Experience with a fast-paced product/engineering services company in a Senior Dev Ops engineer role, setting up and maintaining a high-availability, high-performance real-time system is mandatory .
- BE/BTech with CS or related discipline 5+ years of experience as a DevOps, Site Reliability Engineer (SRE) or Systems Engineer with Advanced understanding Linux administration and cloud technology ( preferably in Azure) .
- Experience in writing automation scripts, building application dashboards for proactive monitoring using Ruby, PowerShell, Python scripting or similar technologies, ability to debug and optimize code and automate routine tasks.
- Strong understanding of microservice technology.
- Design and Deploy Automation of Container Applications using Kubernetes and Docker.
- Administration of Kubernetes cluster , maintenance, monitoring and supporting applications in a Kubernetes environment. CKA or CKAD certification would be plus .
- Knows to deploy applications release/patches via automation tool (ex, Ansible playbook). Strong Ansible experience will be preferred.
- Setup application/system monitoring, Work with Developers/QA to build and validate containerized applications.
- Document Deployment Processes, Services and Environments.
- As a Site Reliability Engineer, you will solve exciting technical challenges by analysing, troubleshooting, and designing vital services, platforms, and infrastructure while always thinking about reliability, scalability, resilience, security, and performance.
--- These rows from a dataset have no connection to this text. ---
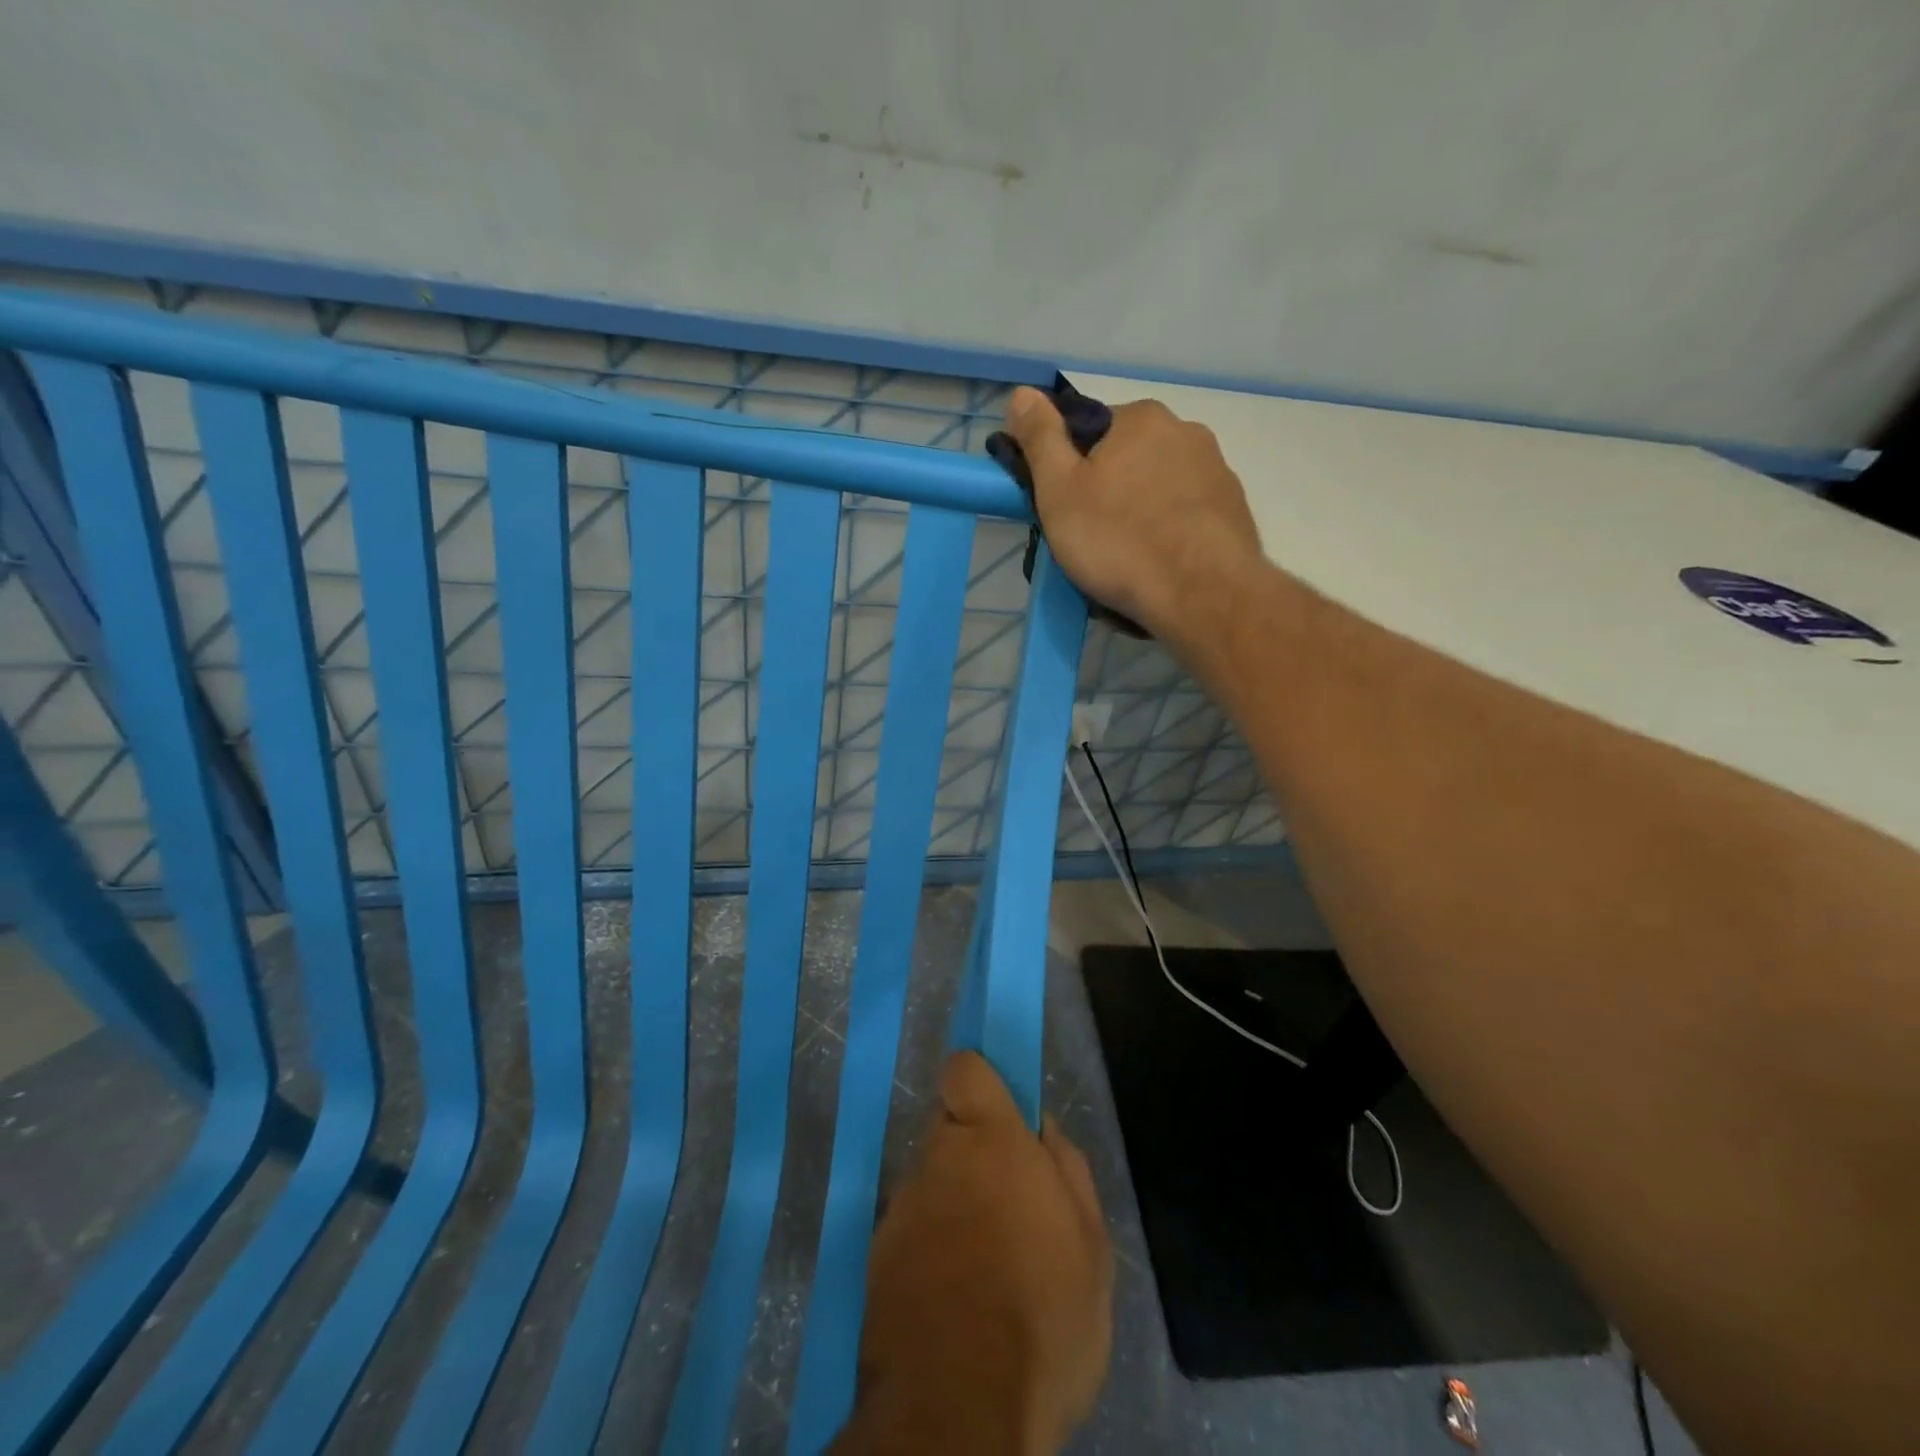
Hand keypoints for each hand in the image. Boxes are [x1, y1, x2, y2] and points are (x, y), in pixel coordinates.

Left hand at [834, 1052, 1112, 1454]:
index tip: (1002, 1113)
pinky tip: (954, 1298)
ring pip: (930, 1182)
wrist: (958, 1412)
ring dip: (952, 1204)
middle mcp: (936, 1159)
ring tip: (985, 1266)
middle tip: (1008, 1206)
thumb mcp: (1091, 1247)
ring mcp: (900, 1209)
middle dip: (973, 1152)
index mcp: (990, 1141)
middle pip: (948, 1129)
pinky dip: (929, 1248)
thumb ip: (1068, 1168)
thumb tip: (1043, 1128)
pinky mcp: (875, 1258)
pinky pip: (910, 1231)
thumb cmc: (1042, 1318)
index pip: (964, 1070)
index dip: (981, 1082)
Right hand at [1002, 386, 1265, 649]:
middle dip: (1109, 490)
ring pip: (1160, 487)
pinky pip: (1188, 516)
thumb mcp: (1059, 491)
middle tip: (1091, 538)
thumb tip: (1022, 393)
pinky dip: (1171, 533)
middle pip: (1130, 458)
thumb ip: (1040, 439)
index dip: (1070, 467)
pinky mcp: (1236, 511)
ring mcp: (1218, 471)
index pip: (1091, 429)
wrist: (1202, 595)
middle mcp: (1186, 431)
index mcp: (1141, 418)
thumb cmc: (1120, 541)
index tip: (1063, 507)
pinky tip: (1161, 566)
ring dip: (1142, 512)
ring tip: (1128, 559)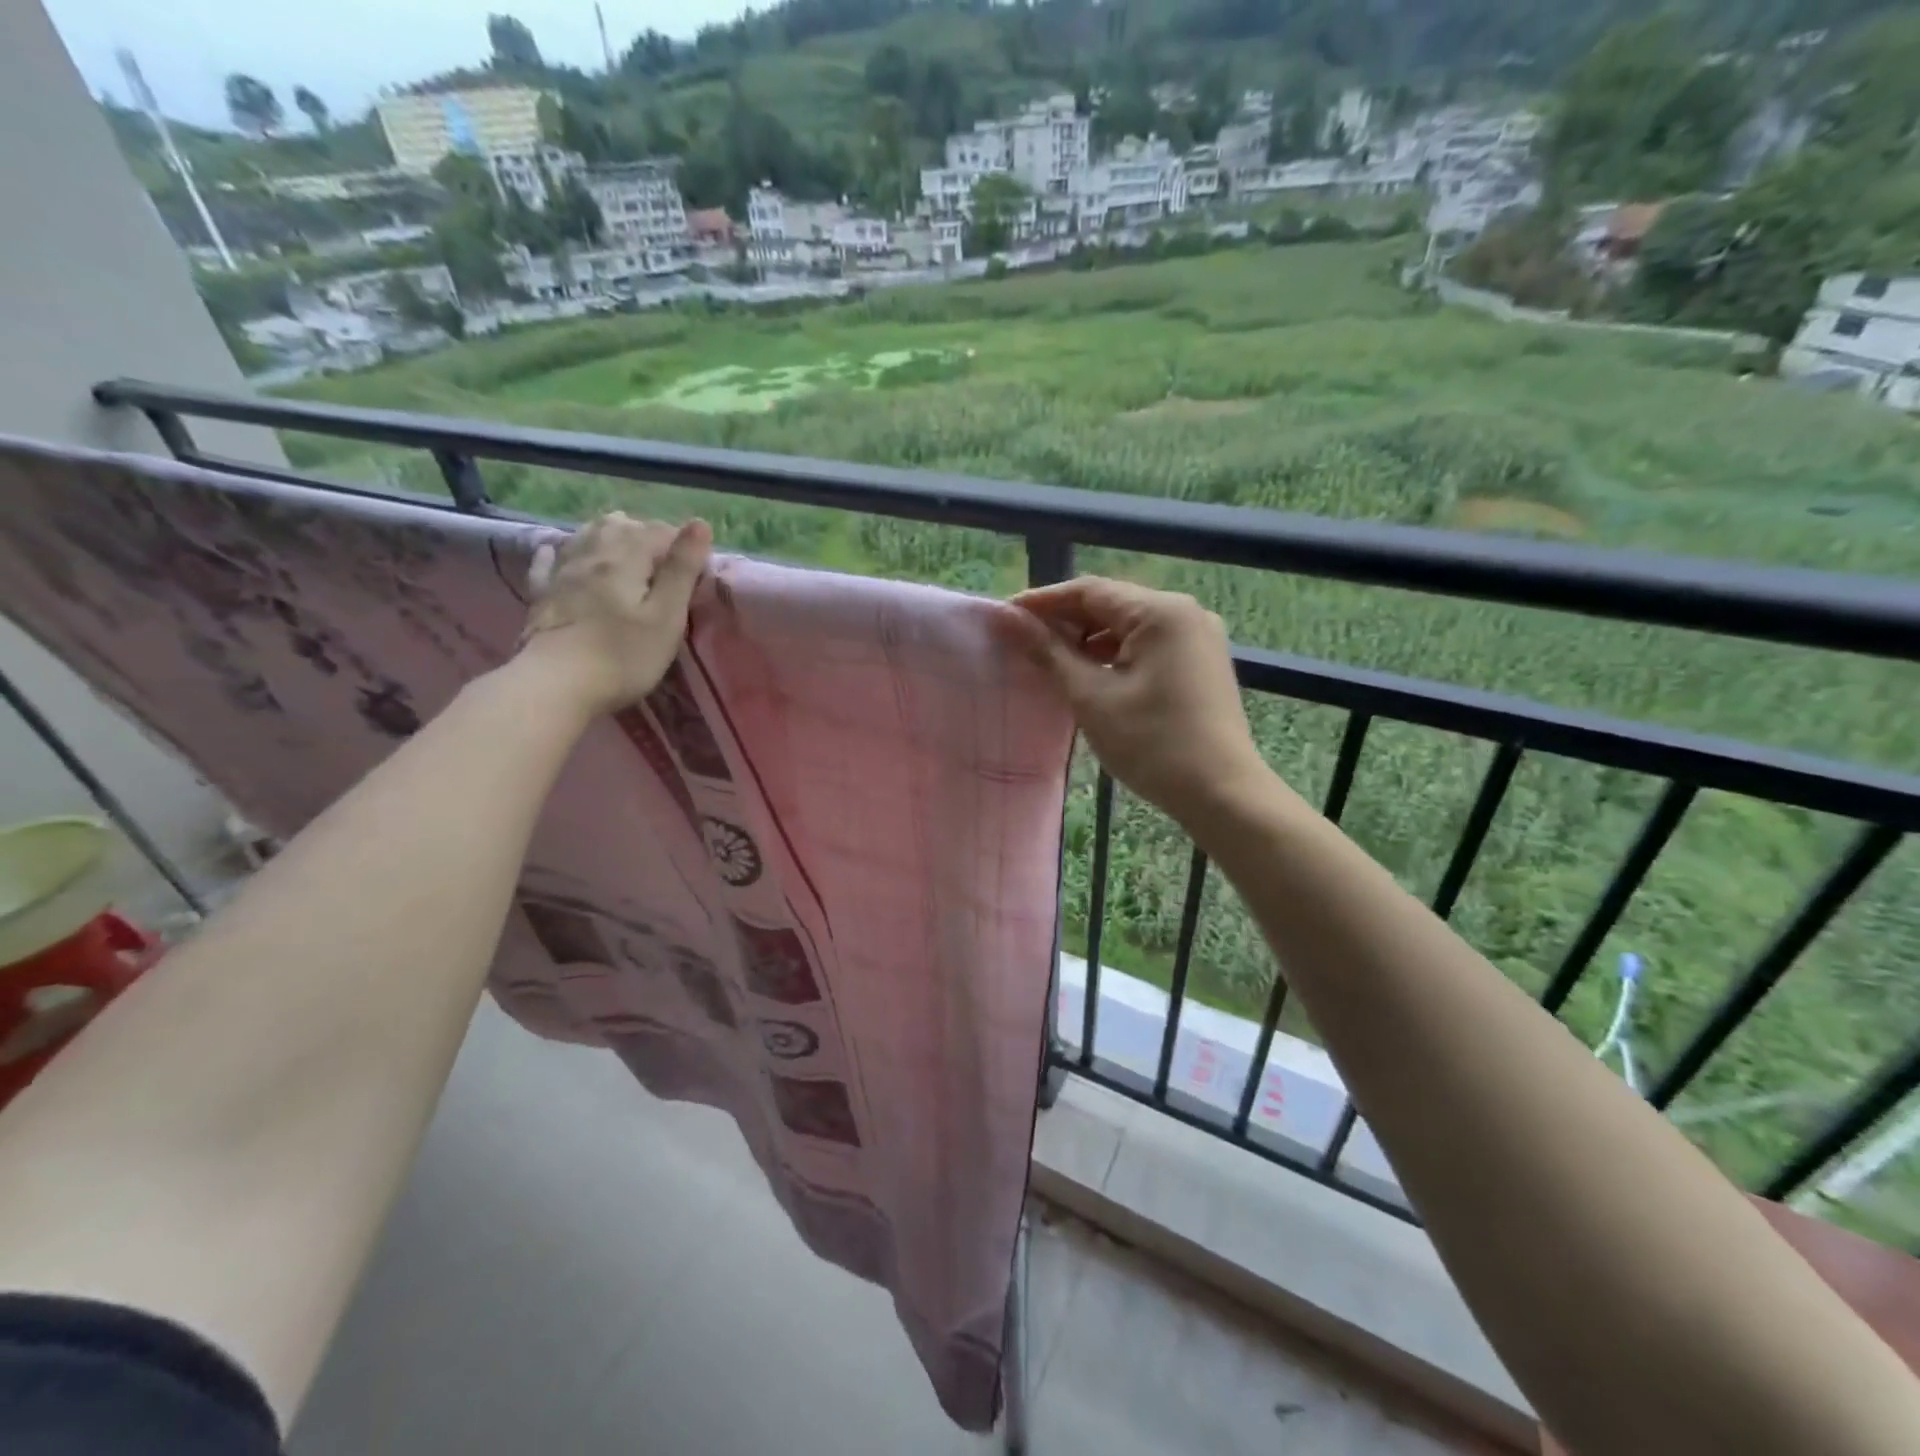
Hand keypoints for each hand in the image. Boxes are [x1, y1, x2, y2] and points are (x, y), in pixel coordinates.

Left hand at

- As an SRE, you will understand the end-to-end configuration, technical dependencies, and overall behavioural characteristics of the production services you collaborate with. In partnership with your development colleagues, you will have the responsibility to ensure that services are designed and delivered to be mission critical with a focus on security, resiliency, scale, and performance.
- Hands-on knowledge of :
- Kubernetes Administration, Docker, Harbor, Ingress-controller, Helm
- ForgeRock, Cert Manager, Hashicorp Vault, Terraform
- EFK (Elastic, Fluentd, Kibana), Apache ActiveMQ
– HAProxy, Confluent/Kafka, RabbitMQ, Oracle DB
- MySQL, MongoDB, JIRA, GitLab, Sonar
- Jenkins, Ansible, Openstack, Websphere MQ
- Python, Perl, Ruby, JSON, YAML, Bash scripting
- REST Webservices, Microsoft Azure Devops
- Azure pipeline, Azure Kubernetes, Azure container registry, Azure docker registry, Azure git, Azure artifacts.
Personal Style Enablers:
- Strong verbal and written communication with ability to articulate problems and solutions over the phone and emails.
- Strong sense of urgency, with a passion for accuracy and timeliness.
- Ability to work calmly in high pressure situations and manage multiple projects/tasks.
- Ability to work independently and possess superior skills in issue resolution.
Primary Job Responsibilities:
- Apply automation and software to any tasks or parts of the system that would benefit from it or are performed manually.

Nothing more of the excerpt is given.